■ About this exercise
Each line below should be written out again exactly.

BEGIN

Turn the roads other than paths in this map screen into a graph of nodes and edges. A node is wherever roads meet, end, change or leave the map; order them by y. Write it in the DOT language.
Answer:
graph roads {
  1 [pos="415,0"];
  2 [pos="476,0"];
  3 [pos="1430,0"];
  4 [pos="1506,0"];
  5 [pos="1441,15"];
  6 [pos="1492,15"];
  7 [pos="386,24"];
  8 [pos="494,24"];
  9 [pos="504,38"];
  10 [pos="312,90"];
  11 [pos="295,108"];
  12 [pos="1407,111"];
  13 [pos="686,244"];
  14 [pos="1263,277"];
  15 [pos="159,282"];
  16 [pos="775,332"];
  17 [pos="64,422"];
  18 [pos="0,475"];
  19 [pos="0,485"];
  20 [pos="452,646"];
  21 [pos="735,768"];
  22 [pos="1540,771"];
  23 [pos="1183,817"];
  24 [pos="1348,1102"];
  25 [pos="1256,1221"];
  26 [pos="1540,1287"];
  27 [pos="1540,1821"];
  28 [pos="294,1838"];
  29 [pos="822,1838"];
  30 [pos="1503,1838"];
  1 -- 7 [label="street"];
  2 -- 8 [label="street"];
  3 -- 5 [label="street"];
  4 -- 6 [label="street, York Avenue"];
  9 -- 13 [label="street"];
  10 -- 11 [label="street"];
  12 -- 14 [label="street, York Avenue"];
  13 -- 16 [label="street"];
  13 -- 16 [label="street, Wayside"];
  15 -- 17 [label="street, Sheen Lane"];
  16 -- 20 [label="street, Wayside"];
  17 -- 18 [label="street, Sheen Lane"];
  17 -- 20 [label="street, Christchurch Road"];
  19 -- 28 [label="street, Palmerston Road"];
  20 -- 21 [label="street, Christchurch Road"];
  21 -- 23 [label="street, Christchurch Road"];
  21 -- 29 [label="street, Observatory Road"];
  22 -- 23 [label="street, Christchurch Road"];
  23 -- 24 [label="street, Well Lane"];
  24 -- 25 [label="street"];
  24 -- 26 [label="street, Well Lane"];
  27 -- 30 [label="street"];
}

END

■ Answer to the problem
Turn the roads other than paths in this map screen into a graph of nodes and edges. A node is wherever roads meet, end, change or leave the map; order them by y. Write it in the DOT language.
Answer:
graph roads {
  1 [pos="415,0"];
  2 [pos="476,0"];
  3 [pos="1430,0"];
  4 [pos="1506,0"];
  5 [pos="1441,15"];
  6 [pos="1492,15"];
  7 [pos="386,24"];
  8 [pos="494,24"];
  9 [pos="504,38"];
  10 [pos="312,90"];
  11 [pos="295,108"];
  12 [pos="1407,111"];
  13 [pos="686,244"];
  14 [pos="1263,277"];
  15 [pos="159,282"];
  16 [pos="775,332"];
  17 [pos="64,422"];
  18 [pos="0,475"];
  19 [pos="0,485"];
  20 [pos="452,646"];
  21 [pos="735,768"];
  22 [pos="1540,771"];
  23 [pos="1183,817"];
  24 [pos="1348,1102"];
  25 [pos="1256,1221"];
  26 [pos="1540,1287"];
  27 [pos="1540,1821"];
  28 [pos="294,1838"];
  29 [pos="822,1838"];
  30 [pos="1503,1838"];
  1 -- 7 [label="street"];
  2 -- 8 [label="street"];
  3 -- 5 [label="street"];
  4 -- 6 [label="street, York Avenue"];
  9 -- 13 [label="street"];
  10 -- 11 [label="street"];
  12 -- 14 [label="street, York Avenue"];
  13 -- 16 [label="street"];
  13 -- 16 [label="street, Wayside"];
  15 -- 17 [label="street, Sheen Lane"];
  16 -- 20 [label="street, Wayside"];
  17 -- 18 [label="street, Sheen Lane"];
  17 -- 20 [label="street, Christchurch Road"];
  19 -- 28 [label="street, Palmerston Road"];
  20 -- 21 [label="street, Christchurch Road"];
  21 -- 23 [label="street, Christchurch Road"];
  21 -- 29 [label="street, Observatory Road"];
  22 -- 23 [label="street, Christchurch Road"];
  23 -- 24 [label="street, Well Lane"];
  24 -- 25 [label="street"];
  24 -- 26 [label="street, Well Lane"];
  27 -- 30 [label="street"];
}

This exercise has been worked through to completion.